== About this task ==
Pictures found in the material must be left out, and every line returned as written.

╭─ Recorded information

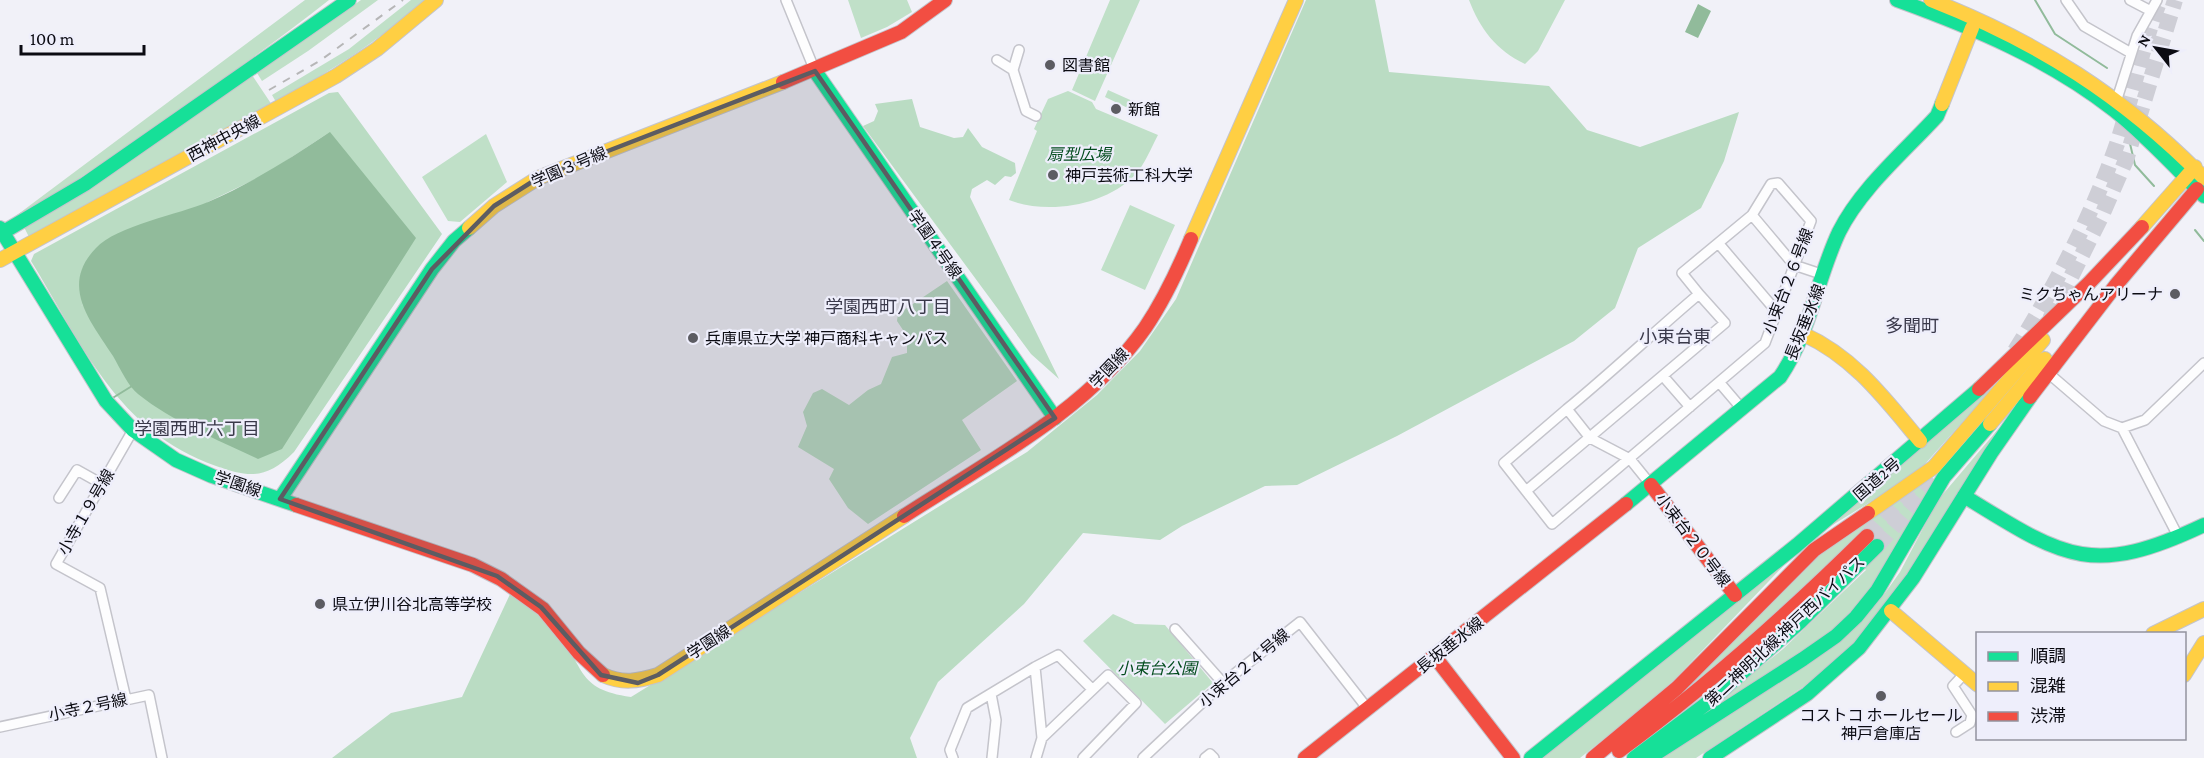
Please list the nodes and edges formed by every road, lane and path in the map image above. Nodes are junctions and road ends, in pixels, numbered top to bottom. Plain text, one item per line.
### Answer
1 (339, 0) edge
2 (350, 0) edge
3 (436, 0) edge
4 (450, 0) edge
5 (786, 0) edge
6 (945, 0) edge
7 (1296, 0) edge
8 (1897, 0) edge
9 (1931, 0) edge
10 (2066, 0) edge
11 (2078, 0) edge
12 (2130, 0) edge
13 (2157, 0) edge
14 (2073, 10) junction
15 (2151, 11) junction
16 (1974, 22) junction
17 (303, 33) junction
18 (1019, 50) dead end
19 (2131, 53) junction
20 (997, 60) dead end
21 (1013, 70) junction
22 (814, 71) junction
23 (336, 76) junction
24 (2117, 99) junction
25 (1036, 116) dead end
26 (2204, 156) edge
27 (2198, 182) edge
28 (1752, 215) junction
29 (1, 231) edge
30 (1719, 243) junction
31 (14, 251) junction
32 (0, 260) edge
33 (1794, 265) junction
34 (1824, 275) junction
35 (2089, 283) junction
36 (2115, 284) junction
37 (1699, 294) junction
38 (1777, 312) junction
39 (1803, 334) junction
40 (2204, 363) edge
41 (2047, 372) junction
42 (1663, 376) junction
43 (1719, 382) junction
44 (1690, 407) junction
45 (1567, 409) junction
46 (1742, 409) junction
47 (1055, 418) junction
48 (2122, 428) junction
49 (133, 430) junction
50 (1590, 438) junction
51 (1920, 441) junction
52 (1630, 459) junction
53 (102, 484) junction
54 (1651, 485) junction
55 (1526, 491) junction
56 (1964, 496) junction
57 (59, 498) dead end
58 (280, 499) junction
59 (2204, 525) edge
60 (1867, 536) tunnel mouth
61 (2179, 538) junction
62 (1877, 546) tunnel mouth
63 (1735, 595) junction
64 (2204, 609) edge
65 (1890, 611) junction
66 (1175, 629) dead end
67 (2155, 632) edge
68 (2204, 643) edge
69 (1435, 657) junction
70 (1035, 667) junction
71 (2186, 672) edge
72 (1964, 674) junction
73 (1223, 683) junction
74 (1976, 685) edge
75 (1092, 689) junction
76 (991, 694) junction
77 (126, 699) junction
78 (1367, 708) junction
79 (1976, 722) edge
80 (0, 727) edge
81 (1042, 738) junction
82 (1037, 757) edge
83 (162, 758) edge
84 (952, 758) edge
85 (992, 758) edge
86 (1083, 758) edge
87 (1143, 758) edge
88 (1205, 758) edge
89 (1214, 758) edge
90 (1305, 758) edge
91 (1513, 758) edge
92 (1531, 758) edge
93 (1593, 758) edge
94 (1608, 758) edge
95 (1635, 758) edge
96 (1649, 758) edge
97 (1710, 758) edge

1 - 17 main road
2 - 17 main road
3 - 23 main road, 西神中央線
4 - 23 main road
5 - 22 street
6 - 22 main road, 学園３号線
7 - 47 main road, 学園線
8 - 16 main road
9 - 16 main road
10 - 14 street
11 - 14 street
12 - 15 street
13 - 15 street
14 - 19 street
15 - 19 street
16 - 24 main road
16 - 27 main road
16 - 34 main road, 長坂垂水線
17 - 29 main road
18 - 21 street
19 - 24 street
20 - 21 street
21 - 25 street
22 - 47 main road, 学園４号線
22 - 58 main road, 学園３号線
23 - 31 main road, 西神中央線
24 - 27 main road
26 - 27 main road
27 - 35 main road, 国道2号
27 - 36 main road
28 - 30 street, 小束台２６号線
28 - 33 street
28 - 33 street, 小束台２６号線
29 - 31 main road, 学園線
30 - 37 street, 小束台２６号線
30 - 38 street
31 - 32 main road, 西神中央線
31 - 49 main road, 学園線
33 - 34 street
33 - 38 street, 小束台２６号線
34 - 39 main road, 長坂垂水線
35 - 51 main road, 国道2号
35 - 93 main road
36 - 41 main road
36 - 96 main road
37 - 42 street
37 - 45 street
38 - 43 street, 小束台２６号線
39 - 46 main road, 長坂垂水線
39 - 51 main road
40 - 48 street
41 - 48 street
41 - 56 main road
42 - 44 street
42 - 50 street
43 - 44 street, 小束台２６号線
43 - 46 street
44 - 52 street, 小束台２６号線
45 - 50 street
45 - 55 street
46 - 54 main road, 長坂垂水線
47 - 58 main road, 学園線
48 - 61 street
49 - 53 street, 小寺１９号線
49 - 58 main road, 学園線
50 - 52 street
50 - 55 street
51 - 63 main road, 国道2号
52 - 54 street
52 - 55 street, 小束台２６号線
53 - 57 street
53 - 77 street, 小寺１９号線
54 - 63 main road, 小束台２０号線
54 - 69 main road, 長坂垂水線
56 - 61 main road
56 - 65 main road
59 - 61 main road
60 - 94 main road, 第二神明北線;神戸西バイパス
62 - 95 main road, 第二神明北線;神戸西バイパス
63 - 92 main road, 国道2号
64 - 67 main road
65 - 72 main road
65 - 97 main road
66 - 73 street
68 - 71 main road
69 - 78 main road, 長坂垂水線
69 - 91 main road
70 - 75 street
70 - 76 street
70 - 81 street
72 - 74 main road
72 - 79 street
73 - 78 street, 小束台２４号線
73 - 87 street, 小束台２４号線
75 - 81 street
75 - 86 street
76 - 84 street
76 - 85 street
77 - 80 street, 小寺２号線
77 - 83 street, 小寺２号線
78 - 90 main road, 長坂垂水線
81 - 82 street
88 - 89 street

╰─

== Answer to this exercise ==
Please list the nodes and edges formed by every road, lane and path in the map image above. Nodes are junctions and road ends, in pixels, numbered top to bottom. Plain text, one item per line.
### Answer
1 (339, 0) edge
2 (350, 0) edge
3 (436, 0) edge
4 (450, 0) edge
5 (786, 0) edge
6 (945, 0) edge
7 (1296, 0) edge
8 (1897, 0) edge
9 (1931, 0) edge
10 (2066, 0) edge
11 (2078, 0) edge
12 (2130, 0) edge
13 (2157, 0) edge
14 (2073, 10) junction
15 (2151, 11) junction
16 (1974, 22) junction
17 (303, 33) junction
18 (1019, 50) dead end
19 (2131, 53) junction
20 (997, 60) dead end
21 (1013, 70) junction
22 (814, 71) junction
23 (336, 76) junction
24 (2117, 99) junction
25 (1036, 116) dead end
26 (2204, 156) edge
27 (2198, 182) edge
28 (1752, 215) junction
29 (1, 231) edge
30 (1719, 243) junction
31 (14, 251) junction
32 (0, 260) edge
33 (1794, 265) junction
34 (1824, 275) junction
35 (2089, 283) junction
36 (2115, 284) junction
37 (1699, 294) junction
38 (1777, 312) junction
39 (1803, 334) junction
40 (2204, 363) edge
41 (2047, 372) junction
42 (1663, 376) junction
43 (1719, 382) junction
44 (1690, 407) junction
45 (1567, 409) junction
46 (1742, 409) junction
47 (1055, 418) junction
48 (2122, 428) junction
49 (133, 430) junction
50 (1590, 438) junction
51 (1920, 441) junction
52 (1630, 459) junction
53 (102, 484) junction
54 (1651, 485) junction
55 (1526, 491) junction
56 (1964, 496) junction
57 (59, 498) dead end
58 (280, 499) junction
59 (2204, 525) edge
60 (1867, 536) tunnel mouth
61 (2179, 538) junction
62 (1877, 546) tunnel mouth
63 (1735, 595) junction
64 (2204, 609) edge
65 (1890, 611) junction
66 (1175, 629) dead end
67 (2155, 632) edge
68 (2204, 643) edge
69 (1435, 657) junction
70 (1035, 667) junction
71 (2186, 672) edge
72 (1964, 674) junction
73 (1223, 683) junction
74 (1976, 685) edge
75 (1092, 689) junction
76 (991, 694) junction
77 (126, 699) junction
78 (1367, 708) junction
79 (1976, 722) edge
80 (0, 727) edge
81 (1042, 738) junction
82 (1037, 757) edge
83 (162, 758) edge
84 (952, 758) edge
85 (992, 758) edge
86 (1083, 758) edge
87 (1143, 758) edge
88 (1205, 758) edge
89 (1214, 758) edge
90 (1305, 758) edge
91 (1513, 758) edge
92 (1531, 758) edge
93 (1593, 758) edge
94 (1608, 758) edge
95 (1635, 758) edge
96 (1649, 758) edge
97 (1710, 758) edge

1 - 17 main road
2 - 17 main road
3 - 23 main road, 西神中央線
4 - 23 main road
5 - 22 street
6 - 22 main road, 学園３号線
7 - 47 main road, 学園線
8 - 16 main road
9 - 16 main road
10 - 14 street
11 - 14 street
12 - 15 street
13 - 15 street
14 - 19 street
15 - 19 street
16 - 24 main road
16 - 27 main road
16 - 34 main road, 長坂垂水線
17 - 29 main road
18 - 21 street
19 - 24 street
20 - 21 street
21 - 25 street
22 - 47 main road, 学園４号線
22 - 58 main road, 学園３号線
23 - 31 main road, 西神中央線
24 - 27 main road
26 - 27 main road
27 - 35 main road, 国道2号
27 - 36 main road
28 - 30 street, 小束台２６号線
28 - 33 street
28 - 33 street, 小束台２６号線
29 - 31 main road, 学園線
30 - 37 street, 小束台２６号線
30 - 38 street
31 - 32 main road, 西神中央線
31 - 49 main road, 学園線
33 - 34 street
33 - 38 street, 小束台２６号線
34 - 39 main road, 長坂垂水線
35 - 51 main road, 国道2号
35 - 93 main road
36 - 41 main road
36 - 96 main road
37 - 42 street
37 - 45 street
38 - 43 street, 小束台２６号線
39 - 46 main road, 長坂垂水線
39 - 51 main road
40 - 48 street
41 - 48 street
41 - 56 main road
42 - 44 street
42 - 50 street
43 - 44 street, 小束台２６号線
43 - 46 street
44 - 52 street, 小束台２６号線
45 - 50 street
45 - 55 street
46 - 54 main road, 長坂垂水線
47 - 58 main road, 学園線
48 - 61 street
49 - 53 street, 小寺１９号線
49 - 58 main road, 学園線
50 - 52 street
50 - 55 street
51 - 63 main road, 国道2号
52 - 54 street
52 - 55 street, 小束台２６号線
53 - 57 street
53 - 77 street, 小寺１９号線
54 - 63 main road, 小束台２０号線
54 - 69 main road, 長坂垂水線
56 - 61 main road
56 - 65 main road
59 - 61 main road
60 - 94 main road, 第二神明北線;神戸西バイパス
62 - 95 main road, 第二神明北線;神戸西バイパス
63 - 92 main road, 国道2号
64 - 67 main road
65 - 72 main road
65 - 97 main road
66 - 73 street
68 - 71 main road
69 - 78 main road, 長坂垂水線
69 - 91 main road
70 - 75 street
70 - 76 street
70 - 81 street
72 - 74 main road
72 - 79 street
73 - 78 street, 小束台２４号線
73 - 87 street, 小束台２４号線
75 - 81 street
75 - 86 street
76 - 84 street
76 - 85 street
77 - 80 street, 小寺２号線
77 - 83 street, 小寺２号線
78 - 90 main road, 長坂垂水線
81 - 82 street
88 - 89 street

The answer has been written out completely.